==== ENTRIES SUPPLIED ====
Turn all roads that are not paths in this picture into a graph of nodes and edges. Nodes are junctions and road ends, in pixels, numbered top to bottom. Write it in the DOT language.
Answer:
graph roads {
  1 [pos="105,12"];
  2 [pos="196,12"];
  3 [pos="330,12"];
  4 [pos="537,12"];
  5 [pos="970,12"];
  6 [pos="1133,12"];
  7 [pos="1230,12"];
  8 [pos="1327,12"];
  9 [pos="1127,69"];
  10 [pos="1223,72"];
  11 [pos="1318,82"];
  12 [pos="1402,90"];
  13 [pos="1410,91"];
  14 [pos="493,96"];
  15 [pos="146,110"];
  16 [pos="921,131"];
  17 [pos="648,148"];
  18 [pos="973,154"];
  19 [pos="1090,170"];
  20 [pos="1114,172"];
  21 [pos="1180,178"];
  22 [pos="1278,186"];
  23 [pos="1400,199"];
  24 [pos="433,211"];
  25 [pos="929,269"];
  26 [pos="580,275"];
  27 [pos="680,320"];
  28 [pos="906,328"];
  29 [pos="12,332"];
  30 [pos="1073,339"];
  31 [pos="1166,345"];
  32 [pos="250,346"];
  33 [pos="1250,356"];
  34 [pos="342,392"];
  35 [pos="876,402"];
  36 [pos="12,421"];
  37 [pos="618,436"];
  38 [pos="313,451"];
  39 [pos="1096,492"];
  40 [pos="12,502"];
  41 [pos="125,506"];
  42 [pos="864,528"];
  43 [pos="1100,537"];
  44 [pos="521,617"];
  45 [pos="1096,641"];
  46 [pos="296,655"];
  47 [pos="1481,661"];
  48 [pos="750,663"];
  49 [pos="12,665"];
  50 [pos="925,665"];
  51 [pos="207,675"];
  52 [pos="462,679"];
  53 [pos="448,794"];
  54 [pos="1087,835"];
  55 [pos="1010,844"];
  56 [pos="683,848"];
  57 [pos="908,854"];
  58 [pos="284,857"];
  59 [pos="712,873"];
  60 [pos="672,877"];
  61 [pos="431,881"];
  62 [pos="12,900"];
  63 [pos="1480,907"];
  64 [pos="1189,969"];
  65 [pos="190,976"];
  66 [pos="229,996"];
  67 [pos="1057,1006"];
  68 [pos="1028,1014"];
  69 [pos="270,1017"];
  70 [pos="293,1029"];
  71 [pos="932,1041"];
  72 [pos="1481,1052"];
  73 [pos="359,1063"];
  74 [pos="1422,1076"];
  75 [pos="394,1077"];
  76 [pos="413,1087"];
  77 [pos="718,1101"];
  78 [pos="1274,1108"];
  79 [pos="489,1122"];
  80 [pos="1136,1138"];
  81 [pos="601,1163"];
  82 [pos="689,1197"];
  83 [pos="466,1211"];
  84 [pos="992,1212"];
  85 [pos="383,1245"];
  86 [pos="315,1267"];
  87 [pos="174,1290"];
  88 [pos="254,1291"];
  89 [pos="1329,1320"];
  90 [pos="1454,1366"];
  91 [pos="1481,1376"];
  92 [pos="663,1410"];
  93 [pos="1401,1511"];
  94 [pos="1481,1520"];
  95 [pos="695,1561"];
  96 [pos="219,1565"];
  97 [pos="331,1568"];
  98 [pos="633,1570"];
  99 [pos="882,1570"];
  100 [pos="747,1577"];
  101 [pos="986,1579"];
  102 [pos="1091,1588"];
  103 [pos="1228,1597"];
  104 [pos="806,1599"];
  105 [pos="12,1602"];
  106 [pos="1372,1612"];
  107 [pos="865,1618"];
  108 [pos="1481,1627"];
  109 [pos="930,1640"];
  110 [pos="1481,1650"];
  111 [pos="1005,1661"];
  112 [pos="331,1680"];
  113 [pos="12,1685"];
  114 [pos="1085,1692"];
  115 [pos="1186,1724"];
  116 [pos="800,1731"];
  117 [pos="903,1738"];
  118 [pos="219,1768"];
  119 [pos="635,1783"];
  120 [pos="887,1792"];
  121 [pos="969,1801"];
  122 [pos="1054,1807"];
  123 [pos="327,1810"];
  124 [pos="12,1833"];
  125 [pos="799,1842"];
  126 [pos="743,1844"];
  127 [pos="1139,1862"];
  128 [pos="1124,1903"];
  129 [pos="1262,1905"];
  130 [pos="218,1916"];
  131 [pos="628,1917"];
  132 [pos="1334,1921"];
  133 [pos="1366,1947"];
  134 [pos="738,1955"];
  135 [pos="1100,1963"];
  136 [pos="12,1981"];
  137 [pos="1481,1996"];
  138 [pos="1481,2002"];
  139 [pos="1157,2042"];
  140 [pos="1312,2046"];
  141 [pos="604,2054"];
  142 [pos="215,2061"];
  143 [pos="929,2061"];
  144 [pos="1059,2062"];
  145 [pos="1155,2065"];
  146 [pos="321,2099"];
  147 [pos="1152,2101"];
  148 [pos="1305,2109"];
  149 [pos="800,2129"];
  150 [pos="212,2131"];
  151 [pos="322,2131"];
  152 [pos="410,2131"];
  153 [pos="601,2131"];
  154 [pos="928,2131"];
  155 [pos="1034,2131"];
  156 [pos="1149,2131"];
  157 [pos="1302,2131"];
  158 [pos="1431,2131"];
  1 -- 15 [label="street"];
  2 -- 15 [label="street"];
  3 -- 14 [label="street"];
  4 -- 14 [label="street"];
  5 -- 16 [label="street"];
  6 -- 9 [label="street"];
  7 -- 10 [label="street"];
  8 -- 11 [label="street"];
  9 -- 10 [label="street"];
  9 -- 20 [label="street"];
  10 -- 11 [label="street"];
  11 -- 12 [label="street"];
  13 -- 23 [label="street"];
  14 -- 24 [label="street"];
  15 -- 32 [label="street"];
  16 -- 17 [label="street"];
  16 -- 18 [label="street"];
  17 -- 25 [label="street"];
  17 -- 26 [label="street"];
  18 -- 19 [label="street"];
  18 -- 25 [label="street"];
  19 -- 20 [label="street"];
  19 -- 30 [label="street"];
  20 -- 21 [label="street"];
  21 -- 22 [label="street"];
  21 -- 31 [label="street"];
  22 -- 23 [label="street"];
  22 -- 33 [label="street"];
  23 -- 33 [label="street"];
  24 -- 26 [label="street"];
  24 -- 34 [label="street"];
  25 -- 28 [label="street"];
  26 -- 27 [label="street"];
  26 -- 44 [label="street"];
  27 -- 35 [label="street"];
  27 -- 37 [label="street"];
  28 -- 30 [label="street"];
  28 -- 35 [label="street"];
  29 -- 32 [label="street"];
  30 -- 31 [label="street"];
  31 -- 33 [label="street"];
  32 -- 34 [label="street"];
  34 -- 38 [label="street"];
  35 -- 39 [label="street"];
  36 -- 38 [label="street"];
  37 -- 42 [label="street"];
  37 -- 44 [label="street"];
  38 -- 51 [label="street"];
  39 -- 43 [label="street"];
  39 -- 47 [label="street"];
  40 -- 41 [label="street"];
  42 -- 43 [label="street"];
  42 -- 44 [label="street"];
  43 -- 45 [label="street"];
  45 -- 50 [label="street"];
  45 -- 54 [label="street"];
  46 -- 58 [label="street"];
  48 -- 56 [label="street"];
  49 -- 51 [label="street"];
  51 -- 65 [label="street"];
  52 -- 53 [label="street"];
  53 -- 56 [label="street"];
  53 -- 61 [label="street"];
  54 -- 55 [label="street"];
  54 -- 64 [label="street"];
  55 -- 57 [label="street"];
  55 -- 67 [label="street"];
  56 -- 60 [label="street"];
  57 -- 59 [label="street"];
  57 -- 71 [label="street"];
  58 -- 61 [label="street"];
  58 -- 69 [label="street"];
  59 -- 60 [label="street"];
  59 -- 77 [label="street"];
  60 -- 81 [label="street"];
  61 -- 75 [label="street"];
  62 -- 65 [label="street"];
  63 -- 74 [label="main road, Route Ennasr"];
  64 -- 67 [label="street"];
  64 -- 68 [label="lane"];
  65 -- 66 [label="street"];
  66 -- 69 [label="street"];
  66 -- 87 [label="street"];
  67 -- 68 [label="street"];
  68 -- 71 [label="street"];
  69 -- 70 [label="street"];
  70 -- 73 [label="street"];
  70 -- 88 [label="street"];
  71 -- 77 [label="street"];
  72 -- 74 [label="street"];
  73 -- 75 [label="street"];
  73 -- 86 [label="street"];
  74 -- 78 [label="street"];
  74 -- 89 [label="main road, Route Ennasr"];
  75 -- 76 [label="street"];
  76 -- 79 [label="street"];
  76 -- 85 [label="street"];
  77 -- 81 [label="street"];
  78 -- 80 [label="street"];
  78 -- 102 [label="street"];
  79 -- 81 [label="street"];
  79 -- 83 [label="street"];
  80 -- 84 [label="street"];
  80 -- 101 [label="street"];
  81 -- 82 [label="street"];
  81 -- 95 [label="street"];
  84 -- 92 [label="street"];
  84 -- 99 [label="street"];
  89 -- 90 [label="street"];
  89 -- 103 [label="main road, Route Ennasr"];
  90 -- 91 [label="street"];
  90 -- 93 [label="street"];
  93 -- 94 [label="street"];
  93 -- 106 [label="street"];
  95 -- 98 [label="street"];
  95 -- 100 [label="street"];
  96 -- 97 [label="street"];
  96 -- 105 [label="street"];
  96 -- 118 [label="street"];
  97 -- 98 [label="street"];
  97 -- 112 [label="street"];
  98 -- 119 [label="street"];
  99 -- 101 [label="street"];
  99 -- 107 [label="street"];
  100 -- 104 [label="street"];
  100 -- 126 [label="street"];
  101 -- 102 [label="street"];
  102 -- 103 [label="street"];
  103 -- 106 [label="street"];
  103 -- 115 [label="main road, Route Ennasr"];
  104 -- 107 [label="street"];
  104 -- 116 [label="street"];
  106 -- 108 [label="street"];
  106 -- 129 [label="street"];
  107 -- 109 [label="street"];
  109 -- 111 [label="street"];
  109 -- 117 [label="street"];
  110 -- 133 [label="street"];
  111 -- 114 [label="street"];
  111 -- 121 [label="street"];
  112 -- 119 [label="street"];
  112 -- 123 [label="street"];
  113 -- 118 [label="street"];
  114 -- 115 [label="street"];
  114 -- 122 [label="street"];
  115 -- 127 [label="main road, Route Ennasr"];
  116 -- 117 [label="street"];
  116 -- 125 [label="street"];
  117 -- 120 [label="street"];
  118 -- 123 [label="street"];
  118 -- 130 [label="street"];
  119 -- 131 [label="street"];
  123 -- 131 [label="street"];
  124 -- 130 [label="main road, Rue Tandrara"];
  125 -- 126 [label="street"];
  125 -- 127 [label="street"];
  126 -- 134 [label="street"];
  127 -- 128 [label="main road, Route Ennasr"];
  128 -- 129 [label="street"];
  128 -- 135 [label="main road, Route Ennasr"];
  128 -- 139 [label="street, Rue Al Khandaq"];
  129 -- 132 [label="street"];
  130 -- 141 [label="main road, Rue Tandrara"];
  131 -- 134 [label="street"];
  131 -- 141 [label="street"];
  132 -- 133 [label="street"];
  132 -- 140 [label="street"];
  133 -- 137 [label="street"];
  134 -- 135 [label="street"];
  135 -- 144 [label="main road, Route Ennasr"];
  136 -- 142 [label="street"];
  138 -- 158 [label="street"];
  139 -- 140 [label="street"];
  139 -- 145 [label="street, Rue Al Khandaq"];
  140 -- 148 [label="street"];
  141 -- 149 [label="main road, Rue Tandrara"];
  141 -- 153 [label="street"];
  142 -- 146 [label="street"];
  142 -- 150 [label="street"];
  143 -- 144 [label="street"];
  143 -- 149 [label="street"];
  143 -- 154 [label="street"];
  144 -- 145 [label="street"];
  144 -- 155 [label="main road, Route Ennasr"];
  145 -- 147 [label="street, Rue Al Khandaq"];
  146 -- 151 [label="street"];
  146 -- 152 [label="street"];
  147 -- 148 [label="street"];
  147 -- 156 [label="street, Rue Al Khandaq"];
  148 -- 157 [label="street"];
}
====
==== ENTRIES SUPPLIED ====
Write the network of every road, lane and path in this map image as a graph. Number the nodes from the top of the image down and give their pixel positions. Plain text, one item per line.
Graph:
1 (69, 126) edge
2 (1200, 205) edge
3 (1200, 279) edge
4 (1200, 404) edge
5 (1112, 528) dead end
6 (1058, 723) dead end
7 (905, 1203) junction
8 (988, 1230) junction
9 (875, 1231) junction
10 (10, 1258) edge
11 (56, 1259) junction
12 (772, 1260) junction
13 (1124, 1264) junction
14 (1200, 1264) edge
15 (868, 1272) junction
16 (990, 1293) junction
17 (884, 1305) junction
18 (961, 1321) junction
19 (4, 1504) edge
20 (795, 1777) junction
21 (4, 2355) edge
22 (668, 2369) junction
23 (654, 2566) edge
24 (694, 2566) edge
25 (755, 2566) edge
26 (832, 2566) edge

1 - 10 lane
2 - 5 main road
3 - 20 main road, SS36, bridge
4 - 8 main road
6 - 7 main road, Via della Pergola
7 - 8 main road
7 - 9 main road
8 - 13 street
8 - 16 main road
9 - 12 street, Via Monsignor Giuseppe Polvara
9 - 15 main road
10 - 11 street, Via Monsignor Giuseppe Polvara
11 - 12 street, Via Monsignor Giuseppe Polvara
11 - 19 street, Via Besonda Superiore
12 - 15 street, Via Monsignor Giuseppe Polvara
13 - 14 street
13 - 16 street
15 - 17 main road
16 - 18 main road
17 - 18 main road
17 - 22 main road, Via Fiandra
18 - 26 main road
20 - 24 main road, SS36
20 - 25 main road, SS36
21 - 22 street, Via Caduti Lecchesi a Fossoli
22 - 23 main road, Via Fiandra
====
TASK GOAL:
Wherever a line in the data above holds the word "Khandaq", copy that line.

TASK ANSWER:
  128 -- 139 [label="street, Rue Al Khandaq"];
  139 -- 145 [label="street, Rue Al Khandaq"];
  145 -- 147 [label="street, Rue Al Khandaq"];
  147 -- 156 [label="street, Rue Al Khandaq"];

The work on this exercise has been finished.